===== TASK MATERIAL

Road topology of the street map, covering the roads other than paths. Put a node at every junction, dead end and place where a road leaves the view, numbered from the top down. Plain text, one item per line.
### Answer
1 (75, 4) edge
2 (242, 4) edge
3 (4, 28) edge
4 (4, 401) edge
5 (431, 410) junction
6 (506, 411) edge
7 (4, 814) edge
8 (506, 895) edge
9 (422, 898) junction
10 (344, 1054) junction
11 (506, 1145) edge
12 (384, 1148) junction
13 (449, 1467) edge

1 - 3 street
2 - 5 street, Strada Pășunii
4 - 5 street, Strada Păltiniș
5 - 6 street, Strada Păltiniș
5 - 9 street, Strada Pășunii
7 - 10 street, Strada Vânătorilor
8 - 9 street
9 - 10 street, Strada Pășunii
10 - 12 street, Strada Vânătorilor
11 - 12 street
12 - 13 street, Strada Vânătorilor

==========

#### PROMPT
An exact copy of every entry is what's needed, so retype them all.

#### PROBLEM SOLUTION
Road topology of the street map, covering the roads other than paths. Put a node at every junction, dead end and place where a road leaves the view, numbered from the top down. Plain text, one item per line.
### Answer
1 (75, 4) edge
2 (242, 4) edge
3 (4, 28) edge
4 (4, 401) edge
5 (431, 410) junction
6 (506, 411) edge
7 (4, 814) edge
8 (506, 895) edge
9 (422, 898) junction
10 (344, 1054) junction
11 (506, 1145) edge
12 (384, 1148) junction
13 (449, 1467) edge

1 - 3 street
2 - 5 street, Strada Pășunii
4 - 5 street, Strada Păltiniș
5 - 6 street, Strada Păltiniș
5 - 9 street, Strada Pășunii
7 - 10 street, Strada Vânătorilor
8 - 9 street
9 - 10 street, Strada Pășunii
10 - 12 street, Strada Vânătorilor
11 - 12 street
12 - 13 street, Strada Vânătorilor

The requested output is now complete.